**Exercise prompt**
Please check every line of the listing for "edges" and copy each line where it is found.
*** Input data Section Begins ***
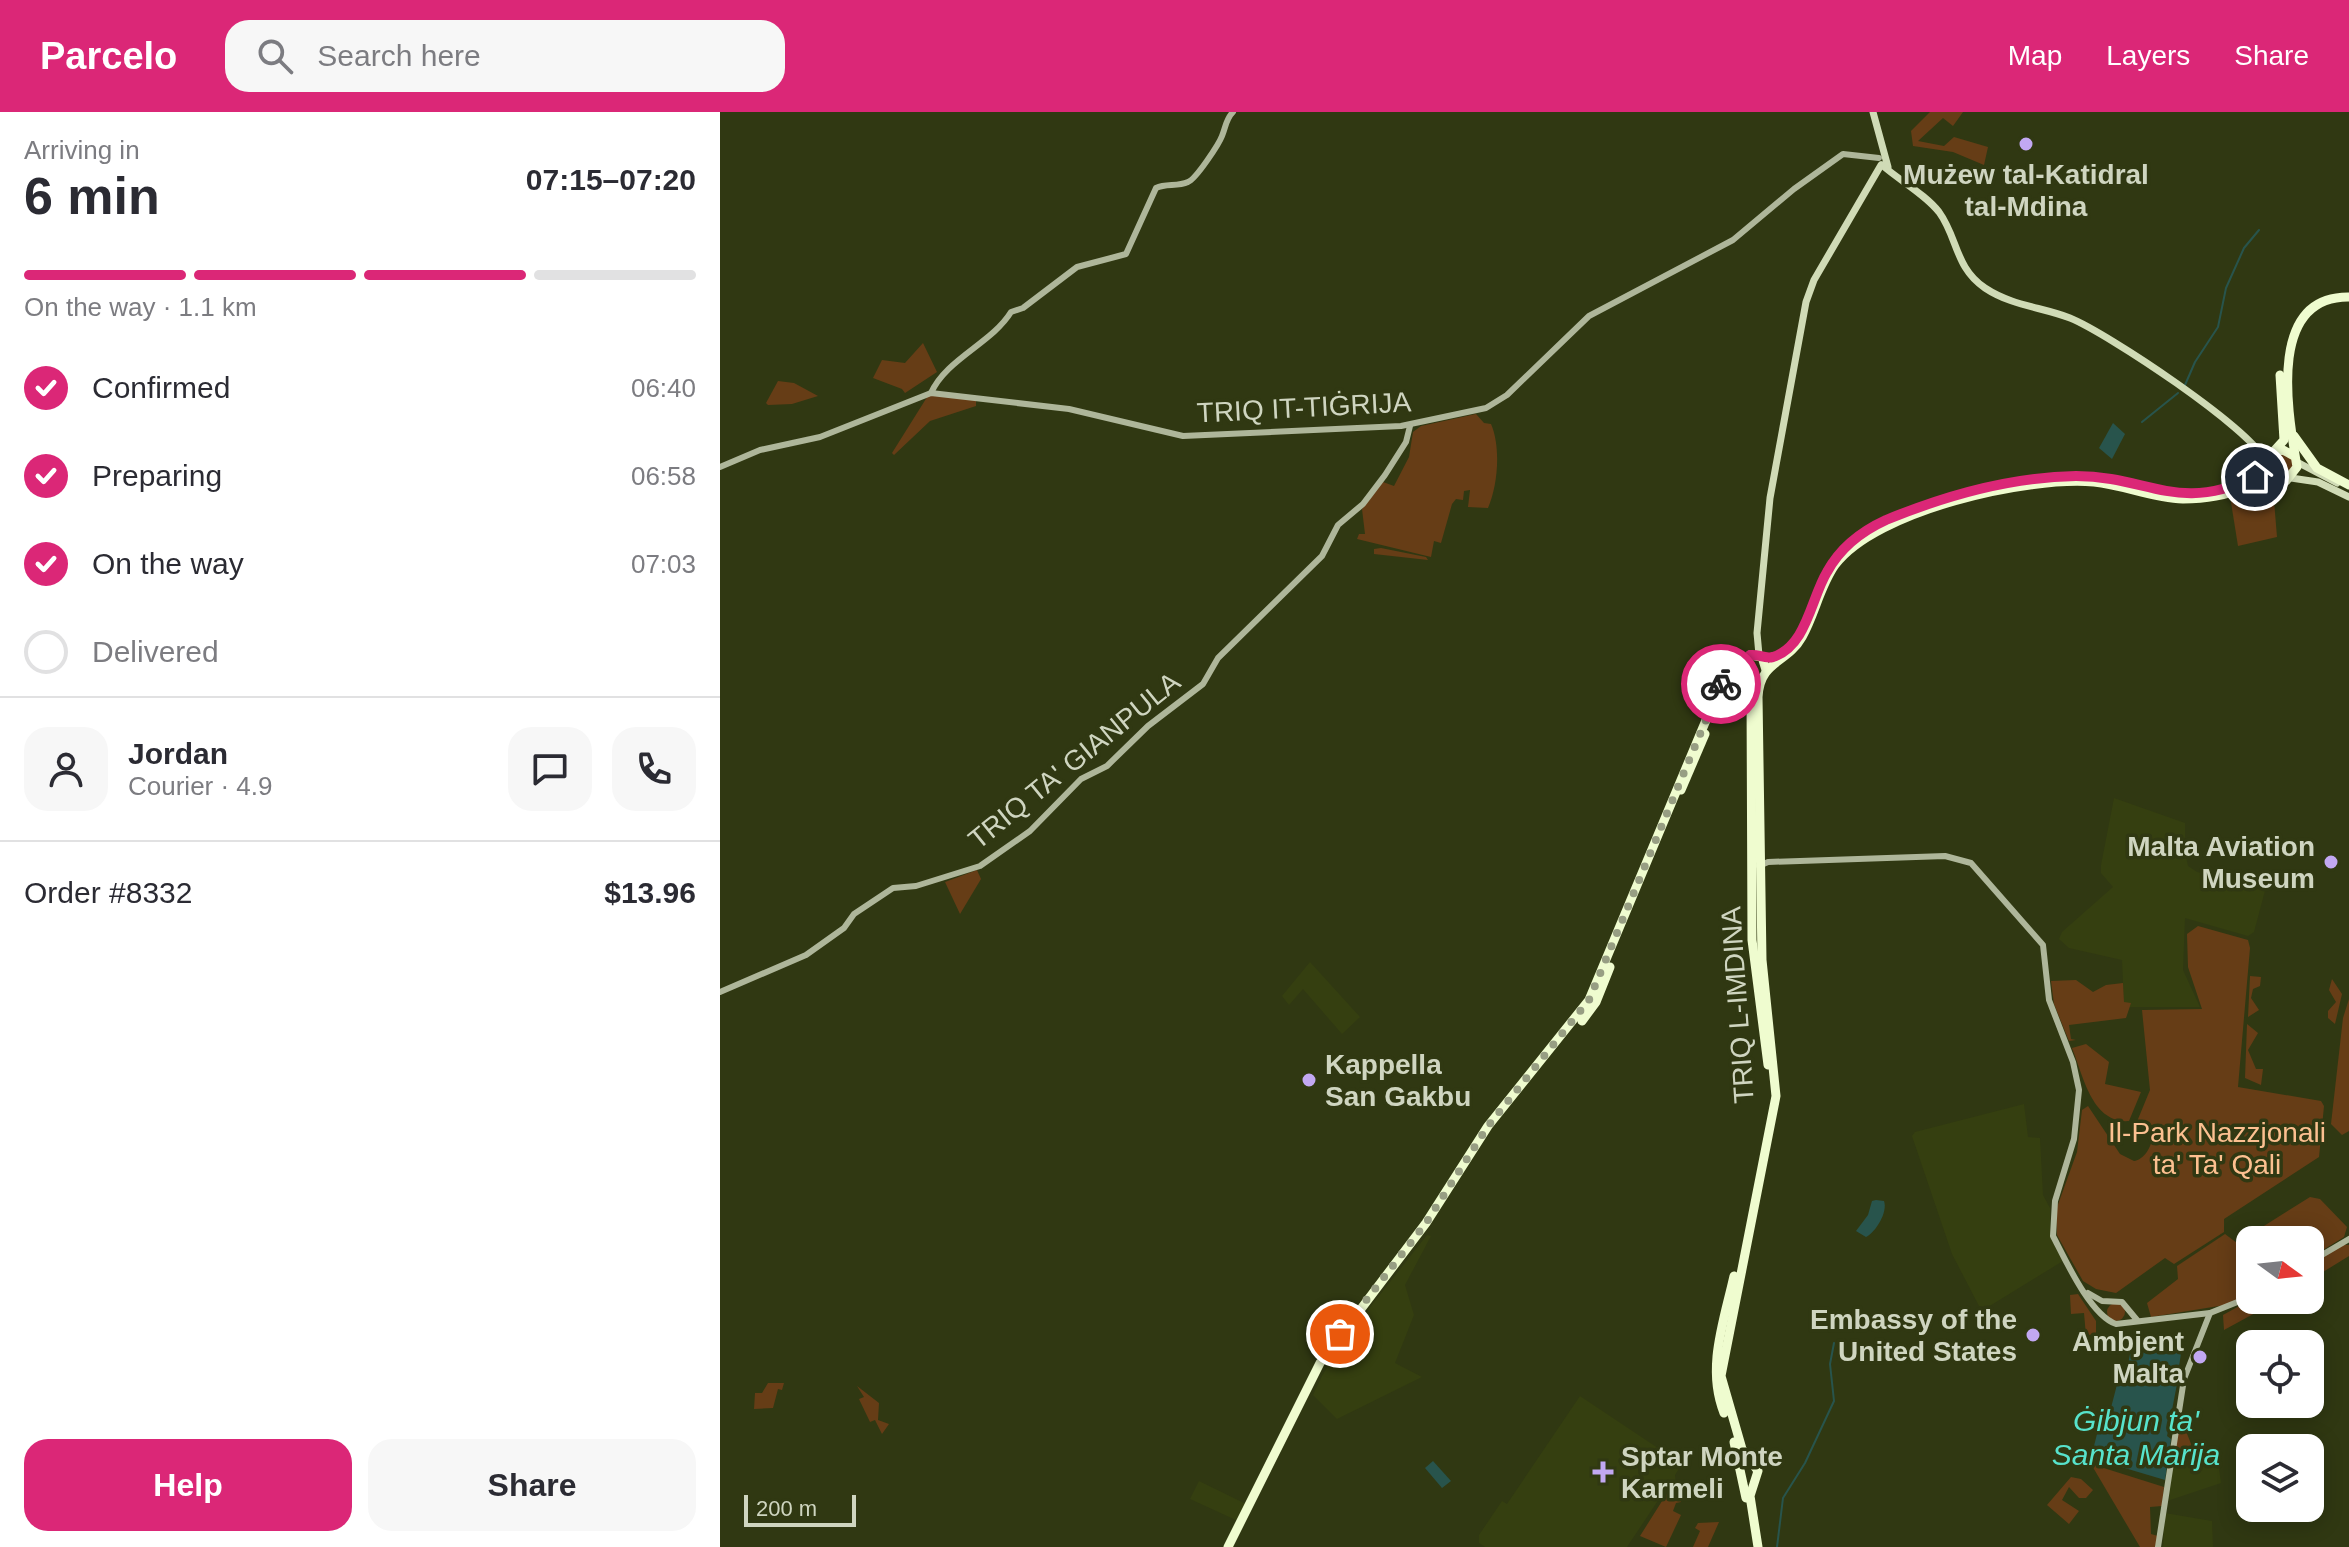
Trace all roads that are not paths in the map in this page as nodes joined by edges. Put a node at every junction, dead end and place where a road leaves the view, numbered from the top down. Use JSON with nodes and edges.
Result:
{"nodes":[{"id":1,"x":1233,"y":112,"type":"edge"},
{"id":2,"x":1873,"y":112,"type":"edge"},
{"id":3,"x":1880,"y":161,"type":"junction"},
{"id":4,"x":2349,"y":295,"type":"edge"},
{"id":5,"x":931,"y":393,"type":"junction"},
{"id":6,"x":1410,"y":426,"type":"junction"},
{"id":7,"x":2291,"y":429,"type":"junction"},
{"id":8,"x":2256,"y":447,"type":"junction"},
{"id":9,"x":2273,"y":452,"type":"junction"},
{"id":10,"x":2296,"y":459,"type":"junction"},
{"id":11,"x":2266,"y":462,"type":"junction"},
{"id":12,"x":720,"y":467,"type":"edge"},
{"id":13,"x":2271,"y":477,"type":"junction"},
{"id":14,"x":2291,"y":478,"type":"junction"},
{"id":15,"x":2349,"y":487,"type":"edge"},
{"id":16,"x":2349,"y":497,"type":"edge"},
{"id":17,"x":1794,"y":648,"type":"junction"},
{"id":18,"x":1755,"y":656,"type":"junction"},
{"id":19,"x":1764,"y":673,"type":"junction"},
{"id":20,"x":1745,"y":674,"type":"junction"},
{"id":21,"x":1760,"y":734,"type":"junction"},
{"id":22,"x":1758,"y":856,"type":"junction"},
{"id":23,"x":1768,"y":862,"type":"junction"},
{"id":24,"x":1758,"y":869,"type":"junction"},
{"id":25,"x":720,"y":992,"type":"edge"},
{"id":26,"x":2349,"y":1239,"type":"edge"},
{"id":27,"x":2324,"y":1254,"type":"edge"},
{"id":28,"x":2080,"y":1285,"type":"junction"},
{"id":29,"x":2113,"y":1301,"type":"junction"},
{"id":30,"x":2236,"y":1303,"type":"edge"},
{"id":31,"x":2127,"y":1313,"type":"junction"},
{"id":32,"x":2210,"y":1313,"type":"junction"},
{"id":33,"x":2105,"y":1317,"type":"junction"},
{"id":34,"x":2140,"y":1321,"type":"junction"},
{"id":35,"x":2120,"y":1323,"type":"junction"},
{"id":36,"x":1753,"y":1463,"type":"junction"},
{"id":37,"x":1740,"y":1467,"type":"junction"},
{"id":38,"x":1748,"y":1480,"type":"junction"},
{"id":39,"x":1230,"y":1547,"type":"edge"},
{"id":40,"x":1755,"y":1547,"type":"edge"},
{"id":41,"x":2158,"y":1547,"type":"edge"}],
"edges":[{"from":1,"to":5,"type":"main road"},
{"from":2,"to":3,"type":"main road"},
{"from":3,"to":6,"type":"main road","name":"TRIQ IT-TIĠRIJA"},
{"from":3,"to":8,"type":"main road"},
{"from":3,"to":18,"type":"main road"},
{"from":4,"to":7,"type":"highway"},
{"from":4,"to":9,"type":"highway"},
{"from":5,"to":6,"type":"main road","name":"TRIQ IT-TIĠRIJA"},
{"from":5,"to":12,"type":"main road","name":"TRIQ IT-TIĠRIJA"},
{"from":6,"to":25,"type":"main road","name":"TRIQ TA' GIANPULA"},
{"from":7,"to":10,"type":"highway"},
{"from":7,"to":15,"type":"highway"},
{"from":8,"to":9,"type":"main road"},
{"from":8,"to":11,"type":"main road"},
{"from":9,"to":10,"type":"highway"},
{"from":9,"to":11,"type":"highway"},
{"from":10,"to":14,"type":"highway"},
{"from":10,"to":15,"type":"main road"},
{"from":11,"to":13,"type":"highway"},
{"from":11,"to":18,"type":"highway"},
{"from":13,"to":14,"type":"highway"},
{"from":13,"to":17,"type":"highway"},
{"from":14,"to":16,"type":"main road"},
{"from":17,"to":19,"type":"highway"},
{"from":17,"to":21,"type":"highway"},
{"from":18,"to":19,"type":"highway","name":"TRIQ L-IMDINA"},
{"from":18,"to":20,"type":"highway","name":"TRIQ L-IMDINA"},
{"from":18,"to":39,"type":"highway","name":"TRIQ L-IMDINA"},
{"from":19,"to":20,"type":"highway"},
{"from":19,"to":21,"type":"highway","name":"TRIQ L-IMDINA"},
{"from":20,"to":37,"type":"highway","name":"TRIQ L-IMDINA"},
{"from":20,"to":39,"type":"highway","name":"TRIQ L-IMDINA"},
{"from":21,"to":22,"type":"highway","name":"TRIQ L-IMDINA"},
{"from":22,"to":23,"type":"main road"},
{"from":22,"to":24,"type":"highway","name":"TRIQ L-IMDINA"},
{"from":23,"to":24,"type":"main road"},
{"from":23,"to":28,"type":"main road"},
{"from":24,"to":36,"type":"highway","name":"TRIQ L-IMDINA"},
{"from":26,"to":27,"type":"main road"},
{"from":28,"to":29,"type":"main road"},
{"from":28,"to":33,"type":"main road"},
{"from":29,"to":31,"type":"main road"},
{"from":29,"to":33,"type":"main road"},
{"from":30,"to":32,"type":"main road"},
{"from":31,"to":34,"type":"main road"},
{"from":31,"to":35,"type":"main road"},
{"from":32,"to":34,"type":"main road"},
{"from":32,"to":41,"type":"main road"},
{"from":33,"to":35,"type":"main road"},
{"from":34,"to":35,"type":"main road"},
{"from":36,"to":37,"type":"highway"},
{"from":36,"to":38,"type":"highway","name":"TRIQ L-IMDINA"},
{"from":37,"to":38,"type":"highway","name":"TRIQ L-IMDINA"},
{"from":38,"to":40,"type":"highway","name":"TRIQ L-IMDINA"}]}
*** Input data Section Ends ***
**Output for this exercise**
Trace all roads that are not paths in the map in this page as nodes joined by edges. Put a node at every junction, dead end and place where a road leaves the view, numbered from the top down. Use JSON with nodes and edges.
"edges":[{"from":1,"to":5,"type":"main road"},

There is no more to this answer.